BEGIN PROVIDED RECORDS
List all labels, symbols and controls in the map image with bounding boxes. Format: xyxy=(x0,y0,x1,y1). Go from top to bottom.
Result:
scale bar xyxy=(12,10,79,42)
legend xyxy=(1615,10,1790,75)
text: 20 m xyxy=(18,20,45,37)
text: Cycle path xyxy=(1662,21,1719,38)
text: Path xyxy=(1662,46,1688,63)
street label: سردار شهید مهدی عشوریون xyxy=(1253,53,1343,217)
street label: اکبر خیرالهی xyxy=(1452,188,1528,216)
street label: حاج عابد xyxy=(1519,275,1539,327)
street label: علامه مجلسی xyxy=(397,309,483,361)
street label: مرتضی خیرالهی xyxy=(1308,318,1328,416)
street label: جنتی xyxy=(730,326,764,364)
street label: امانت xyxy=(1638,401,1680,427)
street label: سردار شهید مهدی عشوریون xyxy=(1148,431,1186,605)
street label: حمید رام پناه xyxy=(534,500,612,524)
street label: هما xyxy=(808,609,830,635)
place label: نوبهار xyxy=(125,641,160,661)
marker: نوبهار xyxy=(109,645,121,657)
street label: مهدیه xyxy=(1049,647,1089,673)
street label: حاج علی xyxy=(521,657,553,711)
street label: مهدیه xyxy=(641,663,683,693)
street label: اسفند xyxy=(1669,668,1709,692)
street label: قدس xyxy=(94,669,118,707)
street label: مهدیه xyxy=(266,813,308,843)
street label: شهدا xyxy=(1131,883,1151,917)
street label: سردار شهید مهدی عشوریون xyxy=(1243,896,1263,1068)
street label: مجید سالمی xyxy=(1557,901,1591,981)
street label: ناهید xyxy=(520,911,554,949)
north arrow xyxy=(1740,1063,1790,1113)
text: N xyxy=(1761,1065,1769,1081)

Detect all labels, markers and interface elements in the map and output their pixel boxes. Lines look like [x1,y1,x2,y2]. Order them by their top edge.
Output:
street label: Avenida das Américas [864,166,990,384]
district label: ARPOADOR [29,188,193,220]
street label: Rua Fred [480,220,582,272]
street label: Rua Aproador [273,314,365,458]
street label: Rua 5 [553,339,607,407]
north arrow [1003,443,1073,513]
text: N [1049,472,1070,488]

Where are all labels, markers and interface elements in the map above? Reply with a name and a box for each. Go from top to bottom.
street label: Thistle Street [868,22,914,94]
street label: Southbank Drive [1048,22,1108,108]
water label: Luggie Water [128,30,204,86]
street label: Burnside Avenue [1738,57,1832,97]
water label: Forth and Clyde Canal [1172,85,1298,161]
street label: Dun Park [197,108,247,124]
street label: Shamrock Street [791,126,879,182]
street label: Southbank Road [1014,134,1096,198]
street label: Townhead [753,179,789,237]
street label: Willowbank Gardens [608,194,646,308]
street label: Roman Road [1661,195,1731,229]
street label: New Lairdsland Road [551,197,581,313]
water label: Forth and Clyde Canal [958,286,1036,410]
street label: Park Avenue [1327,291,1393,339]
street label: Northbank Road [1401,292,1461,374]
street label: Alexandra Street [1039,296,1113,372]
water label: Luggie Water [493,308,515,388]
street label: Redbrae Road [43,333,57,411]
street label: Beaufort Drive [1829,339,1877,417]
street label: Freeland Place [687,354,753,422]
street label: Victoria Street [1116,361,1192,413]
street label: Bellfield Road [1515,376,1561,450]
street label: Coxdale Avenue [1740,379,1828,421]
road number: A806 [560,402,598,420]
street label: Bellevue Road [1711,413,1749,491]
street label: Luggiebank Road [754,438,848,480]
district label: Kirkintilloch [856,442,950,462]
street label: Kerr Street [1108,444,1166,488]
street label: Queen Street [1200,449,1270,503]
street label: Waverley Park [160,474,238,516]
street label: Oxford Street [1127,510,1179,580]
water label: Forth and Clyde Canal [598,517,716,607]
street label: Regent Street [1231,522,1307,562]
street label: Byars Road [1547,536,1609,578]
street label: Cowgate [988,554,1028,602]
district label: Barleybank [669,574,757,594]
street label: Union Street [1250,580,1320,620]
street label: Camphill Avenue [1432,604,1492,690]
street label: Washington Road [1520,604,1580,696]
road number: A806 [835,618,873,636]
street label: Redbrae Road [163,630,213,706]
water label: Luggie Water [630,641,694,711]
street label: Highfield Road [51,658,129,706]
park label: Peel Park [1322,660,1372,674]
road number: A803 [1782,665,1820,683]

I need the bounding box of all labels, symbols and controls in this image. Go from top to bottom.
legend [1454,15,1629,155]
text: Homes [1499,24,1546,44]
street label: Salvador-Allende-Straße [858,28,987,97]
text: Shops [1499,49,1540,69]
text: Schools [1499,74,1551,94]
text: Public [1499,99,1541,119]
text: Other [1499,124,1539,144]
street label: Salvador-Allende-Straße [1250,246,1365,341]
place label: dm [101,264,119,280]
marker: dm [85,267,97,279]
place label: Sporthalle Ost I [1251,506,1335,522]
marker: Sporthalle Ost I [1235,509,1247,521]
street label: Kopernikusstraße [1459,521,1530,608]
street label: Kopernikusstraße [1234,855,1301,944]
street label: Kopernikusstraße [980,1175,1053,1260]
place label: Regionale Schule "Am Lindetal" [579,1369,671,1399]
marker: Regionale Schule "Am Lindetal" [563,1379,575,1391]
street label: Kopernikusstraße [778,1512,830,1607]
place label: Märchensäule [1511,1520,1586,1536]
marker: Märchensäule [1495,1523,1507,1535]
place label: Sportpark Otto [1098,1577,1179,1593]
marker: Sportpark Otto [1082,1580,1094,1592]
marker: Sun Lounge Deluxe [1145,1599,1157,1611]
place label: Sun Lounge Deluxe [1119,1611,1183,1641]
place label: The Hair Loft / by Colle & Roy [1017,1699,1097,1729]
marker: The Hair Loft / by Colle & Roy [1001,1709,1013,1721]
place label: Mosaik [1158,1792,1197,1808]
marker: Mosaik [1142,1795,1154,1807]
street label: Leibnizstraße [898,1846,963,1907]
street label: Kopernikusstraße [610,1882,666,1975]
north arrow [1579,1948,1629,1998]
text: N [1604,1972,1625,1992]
END PROVIDED RECORDS
**WORK TO BE COMPLETED**
On how many lines above does "boxes" occur? Say the number only.

**EXERCISE RESULT**
2